Redes sociales
Se necesitan poetas
Las redes nos hacen acríticos porque la crítica molesta, y no quieren molestar
En ocasiones la casualidad puede resultar provocadora y estimulante.. Agota en Glasgow nuestra especie su penúltima oportunidad y llega a Europa la causa con conocimiento de la insana manipulación de las redes sociales en ese garaje opaco de apariencia transparente que se llama Facebook.

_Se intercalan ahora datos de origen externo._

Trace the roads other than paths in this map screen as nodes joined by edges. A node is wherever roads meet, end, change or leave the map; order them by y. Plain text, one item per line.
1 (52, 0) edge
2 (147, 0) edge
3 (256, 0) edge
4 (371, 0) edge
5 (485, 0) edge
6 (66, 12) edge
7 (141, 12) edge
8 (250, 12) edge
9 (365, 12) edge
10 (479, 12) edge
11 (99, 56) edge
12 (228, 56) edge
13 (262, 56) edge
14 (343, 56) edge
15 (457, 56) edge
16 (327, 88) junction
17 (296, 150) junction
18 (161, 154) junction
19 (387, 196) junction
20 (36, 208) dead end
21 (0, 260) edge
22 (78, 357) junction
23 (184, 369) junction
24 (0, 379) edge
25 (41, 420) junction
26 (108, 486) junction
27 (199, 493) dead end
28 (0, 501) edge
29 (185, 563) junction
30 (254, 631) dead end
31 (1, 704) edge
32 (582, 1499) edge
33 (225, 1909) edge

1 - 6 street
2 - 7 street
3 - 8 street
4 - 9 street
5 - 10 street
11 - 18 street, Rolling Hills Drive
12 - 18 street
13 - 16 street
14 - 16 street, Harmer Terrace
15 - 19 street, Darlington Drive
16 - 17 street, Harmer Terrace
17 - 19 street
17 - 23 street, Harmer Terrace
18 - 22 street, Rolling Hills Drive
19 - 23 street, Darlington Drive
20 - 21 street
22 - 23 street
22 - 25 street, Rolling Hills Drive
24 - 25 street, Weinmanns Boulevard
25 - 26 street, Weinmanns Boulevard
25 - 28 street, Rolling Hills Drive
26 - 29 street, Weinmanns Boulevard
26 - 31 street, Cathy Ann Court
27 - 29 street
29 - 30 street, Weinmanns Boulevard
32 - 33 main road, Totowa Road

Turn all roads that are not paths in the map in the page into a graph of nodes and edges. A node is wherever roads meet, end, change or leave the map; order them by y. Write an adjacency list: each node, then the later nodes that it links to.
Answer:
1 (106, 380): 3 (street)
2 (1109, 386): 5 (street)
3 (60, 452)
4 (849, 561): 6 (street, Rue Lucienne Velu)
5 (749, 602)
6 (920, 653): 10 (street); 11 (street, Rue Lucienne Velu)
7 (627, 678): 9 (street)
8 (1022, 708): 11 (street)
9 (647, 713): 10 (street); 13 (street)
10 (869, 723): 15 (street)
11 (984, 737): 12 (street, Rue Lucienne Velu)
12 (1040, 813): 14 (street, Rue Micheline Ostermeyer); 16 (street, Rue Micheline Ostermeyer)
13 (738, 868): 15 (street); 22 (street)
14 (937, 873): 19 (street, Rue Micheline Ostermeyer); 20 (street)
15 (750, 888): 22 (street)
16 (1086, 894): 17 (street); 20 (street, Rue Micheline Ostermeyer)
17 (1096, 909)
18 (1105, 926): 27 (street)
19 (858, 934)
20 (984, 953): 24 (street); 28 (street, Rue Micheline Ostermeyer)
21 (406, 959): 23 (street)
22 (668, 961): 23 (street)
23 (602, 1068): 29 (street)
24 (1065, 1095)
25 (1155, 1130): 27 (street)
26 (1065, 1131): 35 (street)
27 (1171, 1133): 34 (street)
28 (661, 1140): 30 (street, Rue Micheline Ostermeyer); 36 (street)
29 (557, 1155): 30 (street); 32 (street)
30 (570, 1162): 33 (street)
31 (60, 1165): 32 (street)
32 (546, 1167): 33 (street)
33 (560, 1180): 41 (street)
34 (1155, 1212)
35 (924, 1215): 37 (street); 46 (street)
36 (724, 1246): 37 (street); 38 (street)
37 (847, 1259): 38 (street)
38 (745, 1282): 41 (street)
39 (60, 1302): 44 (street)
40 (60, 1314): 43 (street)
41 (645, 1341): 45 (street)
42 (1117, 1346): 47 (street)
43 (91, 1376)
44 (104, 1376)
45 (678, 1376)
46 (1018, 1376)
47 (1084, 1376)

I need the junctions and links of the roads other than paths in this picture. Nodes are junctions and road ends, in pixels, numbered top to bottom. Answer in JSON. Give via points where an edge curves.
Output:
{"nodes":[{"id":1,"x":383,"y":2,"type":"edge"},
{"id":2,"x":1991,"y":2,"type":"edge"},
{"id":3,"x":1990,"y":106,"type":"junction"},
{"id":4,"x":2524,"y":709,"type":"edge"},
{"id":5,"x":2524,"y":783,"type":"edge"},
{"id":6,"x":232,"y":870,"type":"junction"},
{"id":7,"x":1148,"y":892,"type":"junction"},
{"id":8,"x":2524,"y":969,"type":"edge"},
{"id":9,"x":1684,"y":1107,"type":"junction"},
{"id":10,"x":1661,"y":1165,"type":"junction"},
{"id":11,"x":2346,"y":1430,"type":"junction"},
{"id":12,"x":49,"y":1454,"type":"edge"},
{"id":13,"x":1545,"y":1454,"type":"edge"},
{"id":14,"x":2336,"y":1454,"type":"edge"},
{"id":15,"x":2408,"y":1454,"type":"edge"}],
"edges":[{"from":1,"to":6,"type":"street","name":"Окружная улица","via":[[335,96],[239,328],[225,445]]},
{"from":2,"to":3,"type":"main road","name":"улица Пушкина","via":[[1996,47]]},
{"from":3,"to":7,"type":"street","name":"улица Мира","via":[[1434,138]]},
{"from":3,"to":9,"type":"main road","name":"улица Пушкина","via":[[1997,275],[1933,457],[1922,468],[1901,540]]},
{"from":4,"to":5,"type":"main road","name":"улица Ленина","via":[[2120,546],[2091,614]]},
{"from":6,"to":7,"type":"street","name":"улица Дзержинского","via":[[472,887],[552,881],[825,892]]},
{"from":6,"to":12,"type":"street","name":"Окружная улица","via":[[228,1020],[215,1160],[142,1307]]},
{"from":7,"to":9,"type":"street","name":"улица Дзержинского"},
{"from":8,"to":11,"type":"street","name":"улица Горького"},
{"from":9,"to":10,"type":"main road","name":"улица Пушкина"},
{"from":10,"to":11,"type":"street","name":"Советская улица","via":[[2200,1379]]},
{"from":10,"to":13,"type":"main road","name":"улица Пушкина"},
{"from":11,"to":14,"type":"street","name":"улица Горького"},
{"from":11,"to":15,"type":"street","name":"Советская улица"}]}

Nos dotamos los humanos casi en cualquier tiempo de la capacidad de autodestruirnos en nombre del progreso que ha de darnos, se supone, mejor vida. Desde la Revolución Industrial no hemos dejado de hacer concesiones a un progreso cimentado en la renuncia a nuestra propia naturaleza como precio al constante y creciente papel protagonista de las máquinas. Explica Noah Harari que nunca en la historia de la Tierra ha habido una especie con más ejecutoria devastadora que la humana. En los últimos años esa devastación ha alcanzado extremos de irreversibilidad que arriesgan la continuidad de la vida en el planeta tal y como la hemos conocido hasta ahora. Hace unos días decía Carlos Moro, el presidente de la bodega Matarromera, que el aumento de la temperatura de la tierra por la emergencia climática obliga a modificar el tratamiento de las cepas. Es solo un ejemplo. Y no son magufadas. Es una realidad que casi nadie discute pero ante la que no encontramos una acción internacional coordinada. La reducción de emisiones, que es ya insuficiente en los niveles acordados, ni siquiera se cumple. Caminamos hacia un mundo en el que habremos perdido gran parte del patrimonio natural que ha resistido guerras, desastres y colonizaciones incontroladas.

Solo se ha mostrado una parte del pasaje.